We’d like to clarify that Microba uses the Genome Taxonomy Database (GTDB) for microbial classification. GTDB and NCBI classify genomes differently, our species consist of multiple genomes which may have different NCBI classifications, species level classifications cannot always be mapped to each other through name matching alone. Due to this, providing a microbiome profile in NCBI taxonomy is not practical nor would it be a correct representation of the actual microbiome profile.

Once GTDB is formally supported within your workflow, please reach out and we can discuss options for providing the data your service requires.

We appreciate your understanding and encourage you to support the more accurate, resolved, and phylogenetically consistent GTDB taxonomy.

Kind regards,
The Microba Team

Reply To Response

Many thanks for your reply. Our purpose is to provide clinical suggestions for review by medical professionals to people suffering from a wide variety of conditions using hallucination-free AI.

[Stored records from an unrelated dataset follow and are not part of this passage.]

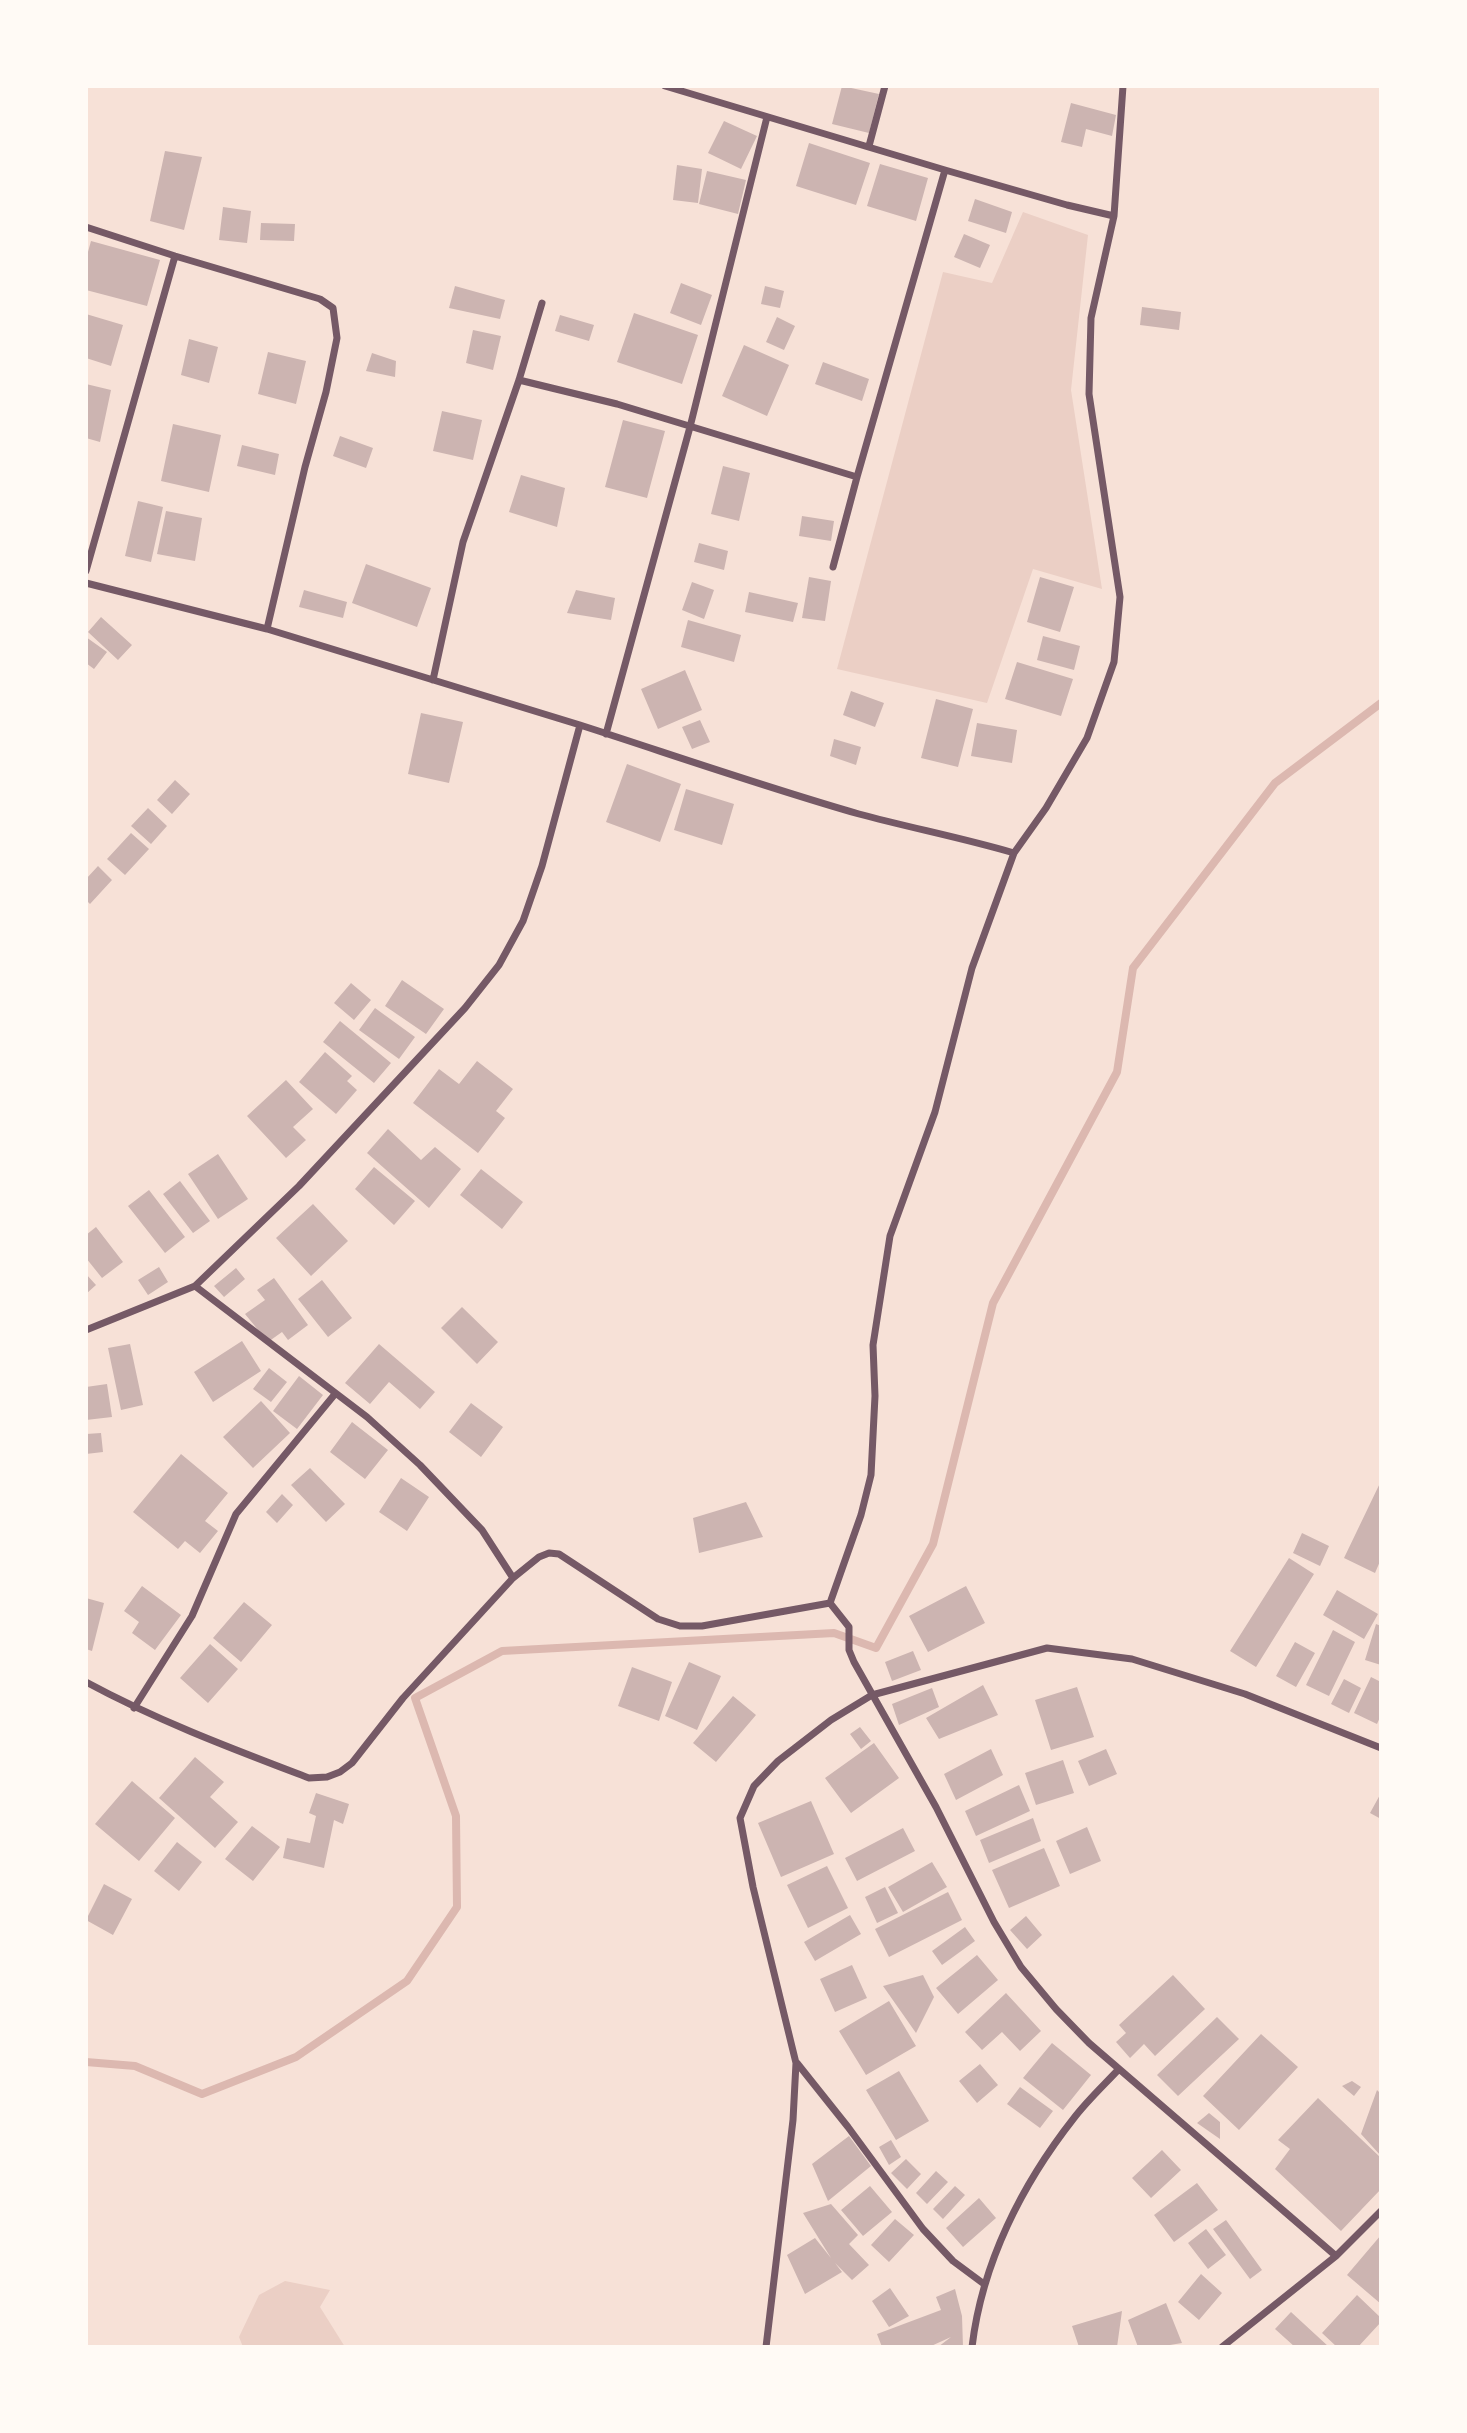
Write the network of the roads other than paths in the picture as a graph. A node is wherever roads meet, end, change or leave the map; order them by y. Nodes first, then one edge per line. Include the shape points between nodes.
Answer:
1 (666, 86) edge
2 (885, 86) edge
3 (1123, 86) edge
4 (767, 117) junction
5 (869, 146) junction
6 (946, 170) junction
7 (1114, 216) junction
8 (86, 227) edge
9 (175, 256) junction
10 (542, 303) dead end
11 (519, 380) junction
12 (690, 427) junction
13 (857, 477) junction
14 (834, 567) dead end
15 (86, 570) edge
16 (86, 583) edge
17 (267, 629) junction
18 (433, 680) junction
19 (580, 725) junction
20 (606, 734) junction
21 (1014, 853) junction
22 (195, 1286) junction
23 (86, 1330) edge
24 (335, 1394) junction
25 (513, 1578) junction
26 (831, 1603) junction
27 (86, 1682) edge
28 (872, 1695) junction
29 (134, 1708) junction
30 (1381, 1748) edge
31 (796, 2063) junction
32 (1118, 2070) junction
33 (1381, 2211) edge
34 (1336, 2256) junction
35 (984, 2284) junction
36 (766, 2347) edge
37 (972, 2347) edge
38 (1222, 2347) edge

1 - 4 street
2 - 5 street
3 - 7 street
4 - 5 street
4 - 12 street
5 - 6 street
6 - 7 street
6 - 13 street
7 - 21 street via 1091,318 1089,394 1120,597 1114,662 1087,738
8 - 9 street
9 - 15 street
9 - 17 street via 320,299 333,308 337,338 329,379
10 - 11 street
11 - 12 street
11 - 18 street via 463,542
12 - 13 street
12 - 20 street
13 - 14 street
16 - 17 street
17 - 18 street
18 - 19 street
19 - 20 street
19 - 22 street via 542,866 523,921 499,965 465,1008 299,1186
20 - 21 street via 862,815
21 - 26 street via 972,968 935,1112 890,1236 873,1345 871,1475
22 - 23 street
22 - 24 street
24 - 25 street via 420,1465 482,1530
24 - 29 street via 236,1514 192,1616
25 - 26 street via 539,1557 559,1554 658,1619 680,1626
25 - 29 street via 403,1698 352,1763 327,1777 309,1778
26 - 28 street via 849,1627 849,1650
27 - 29 street
28 - 30 street via 1047,1648 1132,1659 1245,1694
28 - 31 street via 778,1760 754,1786 740,1818 752,1887
28 - 32 street via 1021,1967
31 - 35 street via 923,2229
31 - 36 street
32 - 34 street
32 - 35 street via 1075,2116 1043,2160 1012,2214
33 - 34 street
34 - 38 street
35 - 37 street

A simple example may be seen here. DepressionExample.

Unfortunately, Genome Taxonomy Database(GTDB) appears to be a research tool and IMHO seems very inappropriate and misleading to sell to consumers. GTD was first proposed in academic papers in August 2018. We were active in the microbiome before that and the de facto standard in the industry as then, and still is today, the NCBI. The leading consumer microbiome testing company back then was uBiome which provided NCBI identifiers. In the 7 years since first release, we have seen what appears to be some 226 revisions given the release of   10-RS226, dated April 16, 2025.

Checking the US National Library of Medicine, there appears to be less than 200 studies done using GTDB that are of likely clinical use. With NCBI, we found over 20,000 suitable studies. Regardless, no study done prior to 2020, likely 2022, can, in a legal sense, be safely used for clinical purposes. 

I am aware of many tools to convert GTDB to NCBI, a few are:

  • TaxonKit: Command-line toolkit that supports creating NCBI-style taxdump files from GTDB and also reformatting and mapping taxonomies.
  • gtdb_to_taxdump: Python tool to convert GTDB taxonomy files into NCBI taxdump format, usable by downstream tools like Kraken2.
  • GTDB-Tk: Assigns genomes to GTDB taxonomy but includes metadata fields mapping to NCBI taxonomy, enabling conversion between formats.
  • NCBI-GTDB Map: Direct tool for mapping GTDB taxonomy to NCBI taxonomy, supporting both directions and handling rank prefixes.
  • gtdb-taxdump: A specialized toolkit for generating stable, trackable NCBI taxdump files from GTDB releases with reproducible taxon IDs.
  • NCBI-taxonomist: Python command-line utility that retrieves, handles, and allows mapping of taxonomic information, supporting cross-database operations.

I am aware that folks embracing the hottest new technology can have an attitude, especially when most recent studies decline to use it. Intransient on this issue is not beneficial to your customers; people with challenging health issues unless you are willing to provide a GTDB based suggestions engine working off only GTDB studies, 

hallucination-free AI that is equivalent or better than what NCBI can provide. Until such time, I would advocate that you stop making misleading sales to consumers.

Given your response, I feel that I have no option back to blacklist you for clinical use.